Когда он увидел ее на обочине дороги, растерзанную и грязную, со страшным кровоподтеком на шее от удавки-ремня, мокрую от слез и минералки, которой ее обильно поливали верные братья Коробковы, пытаясь вытащить из обморока, то жалость к ней намного превысила злость на того мерзавца, который сначала мучил и пугал ее в каком-то вонючем подвале, а потом увечил и чуть не задушил здесь.
Мало было Егору, что с первой встречи его необъяснимо и сильно влекло к этой непростой и колючей девочке, которая, как могла, защищалась от хищного мира, сама и только сама. Так теперь еще и треклятая жалость подлезла. Ему захотелось стать для нее броней. Это вообще-то для мужчины нормально. Но еще ему захотелось стать для нее нянькой, а такой симптом его озадачил. Теперь он частенько, как заполошная мамашка, предавался бессмысленным терзаниям на тему, что там девочка сейчас поделывает и не попала ли опять в беду.
Он искоса посмотрел на нее и отвернулся. Что-либо добавлять к сказанному ему не хотелось. Он все сказал. Пусть думает и решает. И гори оно…
Алина, пряча в пушистом капюшоне куртки горящее лицо и сосредоточенно-напряженный взгляд, думала и решала, и старалась поймать в суматохе мыслей главную, самую важную, и кажется, поймала. И с этой мыслью она согласилась.
И она подумала, что ни за что ему не скажет: «Уважаемый, как вы смеете мне это предлагать, я вам не продажная девка!» Или: «Что вы хотите этим сказать?!» Или жеманно и лицемерно: «Я не могу принять настолько ценный подарок, поскольку не имею возможности отплатить вам тем же».

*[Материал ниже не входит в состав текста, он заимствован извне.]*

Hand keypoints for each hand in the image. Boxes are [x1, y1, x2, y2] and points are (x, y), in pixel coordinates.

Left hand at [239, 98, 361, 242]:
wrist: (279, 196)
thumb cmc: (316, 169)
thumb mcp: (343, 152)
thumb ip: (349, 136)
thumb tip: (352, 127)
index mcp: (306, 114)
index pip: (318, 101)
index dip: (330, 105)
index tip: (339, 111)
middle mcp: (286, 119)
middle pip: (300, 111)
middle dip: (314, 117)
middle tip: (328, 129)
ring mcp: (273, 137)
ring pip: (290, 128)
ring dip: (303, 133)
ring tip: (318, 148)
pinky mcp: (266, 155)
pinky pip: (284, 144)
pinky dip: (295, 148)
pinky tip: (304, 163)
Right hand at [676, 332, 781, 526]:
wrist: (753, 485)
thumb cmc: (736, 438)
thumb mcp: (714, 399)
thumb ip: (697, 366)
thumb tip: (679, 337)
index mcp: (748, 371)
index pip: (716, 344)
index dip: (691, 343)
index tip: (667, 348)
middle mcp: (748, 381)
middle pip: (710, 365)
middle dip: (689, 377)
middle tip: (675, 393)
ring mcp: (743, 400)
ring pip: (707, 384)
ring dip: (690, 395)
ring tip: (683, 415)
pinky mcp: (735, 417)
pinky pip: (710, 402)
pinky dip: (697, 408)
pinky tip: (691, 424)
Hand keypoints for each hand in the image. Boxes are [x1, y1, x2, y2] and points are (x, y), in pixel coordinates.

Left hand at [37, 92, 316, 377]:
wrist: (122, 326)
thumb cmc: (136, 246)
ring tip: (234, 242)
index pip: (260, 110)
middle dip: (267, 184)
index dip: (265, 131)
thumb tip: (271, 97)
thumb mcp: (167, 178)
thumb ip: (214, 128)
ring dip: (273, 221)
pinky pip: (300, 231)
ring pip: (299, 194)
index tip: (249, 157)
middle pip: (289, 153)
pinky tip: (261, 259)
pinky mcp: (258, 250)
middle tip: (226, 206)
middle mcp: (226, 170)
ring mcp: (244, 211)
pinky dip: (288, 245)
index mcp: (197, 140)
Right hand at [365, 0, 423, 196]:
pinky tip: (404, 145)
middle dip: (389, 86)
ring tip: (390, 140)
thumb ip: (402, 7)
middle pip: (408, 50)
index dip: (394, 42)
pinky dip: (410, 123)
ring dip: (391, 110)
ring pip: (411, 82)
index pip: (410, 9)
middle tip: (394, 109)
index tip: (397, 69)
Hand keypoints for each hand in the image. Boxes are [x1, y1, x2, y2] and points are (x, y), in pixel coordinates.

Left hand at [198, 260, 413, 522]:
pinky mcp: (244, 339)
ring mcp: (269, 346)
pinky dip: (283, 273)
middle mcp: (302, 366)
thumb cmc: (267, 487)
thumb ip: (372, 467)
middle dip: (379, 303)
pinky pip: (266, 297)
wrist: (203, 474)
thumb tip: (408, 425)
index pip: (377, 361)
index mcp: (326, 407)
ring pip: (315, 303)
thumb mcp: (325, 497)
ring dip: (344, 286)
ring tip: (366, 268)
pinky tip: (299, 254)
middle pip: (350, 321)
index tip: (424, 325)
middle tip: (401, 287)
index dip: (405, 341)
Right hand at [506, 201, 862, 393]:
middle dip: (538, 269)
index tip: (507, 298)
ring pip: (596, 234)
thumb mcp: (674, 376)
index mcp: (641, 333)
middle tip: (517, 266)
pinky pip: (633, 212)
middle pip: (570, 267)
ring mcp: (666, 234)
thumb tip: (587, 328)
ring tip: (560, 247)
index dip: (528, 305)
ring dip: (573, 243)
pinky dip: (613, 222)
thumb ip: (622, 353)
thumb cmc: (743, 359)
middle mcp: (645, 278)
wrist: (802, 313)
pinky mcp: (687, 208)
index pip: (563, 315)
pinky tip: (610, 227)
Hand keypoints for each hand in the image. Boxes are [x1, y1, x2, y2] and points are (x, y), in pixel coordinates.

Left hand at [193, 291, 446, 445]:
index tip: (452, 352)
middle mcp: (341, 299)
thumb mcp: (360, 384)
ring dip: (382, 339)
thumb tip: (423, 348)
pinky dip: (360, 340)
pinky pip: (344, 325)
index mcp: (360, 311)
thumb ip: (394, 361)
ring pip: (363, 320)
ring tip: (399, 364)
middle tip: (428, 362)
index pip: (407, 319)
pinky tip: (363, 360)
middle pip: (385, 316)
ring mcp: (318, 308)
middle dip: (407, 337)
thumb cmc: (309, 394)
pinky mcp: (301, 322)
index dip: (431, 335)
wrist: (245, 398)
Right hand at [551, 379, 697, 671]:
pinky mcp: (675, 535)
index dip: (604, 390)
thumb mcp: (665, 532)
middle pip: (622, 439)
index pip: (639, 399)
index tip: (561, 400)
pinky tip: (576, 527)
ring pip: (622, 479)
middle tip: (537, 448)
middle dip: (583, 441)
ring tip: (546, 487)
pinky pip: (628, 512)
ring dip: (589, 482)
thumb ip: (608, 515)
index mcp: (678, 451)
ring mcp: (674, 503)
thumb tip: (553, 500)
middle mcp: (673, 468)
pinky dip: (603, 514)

Даже ограниченной дуре должно быть понятно, что деньги в данном случае не только деньги. С такой суммой очень нелегко расстаться, сколько бы у него на счетах ни было. А он расстался. Корректно ли тогда предположить, что таковая денежная трата есть показатель того…
Показатель чего? Да, например, того, насколько ты, Алина Трофимова, дорога Росомахину Егору? Что ж, предположение вполне корректно.
«Но разве мне нужны доказательства?» – спросила сама себя счастливая Алина.
И тут же Алина рациональная сама себе ответила: «Не нужны. Но с ними как-то спокойнее. Особенно с такими».
И тогда она, неловко улыбнувшись, произнесла:
– Выходит, я вам тоже должна подарок. Из-за той моей выходки в курилке. Это было глупо и грубо. И если я вам начну объяснять причины, вы тоже мне не поверите.
Егор быстро ответил:
– Я все знаю, и я поверил. Мне про вас все объяснили после того, как вы гордо отбыли, доведя меня до предынфаркта. Шучу.
– Кто и о чем? – разволновалась Алина.
– Ну, как о чем… – растерялся вдруг Егор. – О том, что вас, то есть с вами не очень правильно поступил один… я хочу сказать, человек, которого вы…
– Киреева? – грозно спросила его Алина.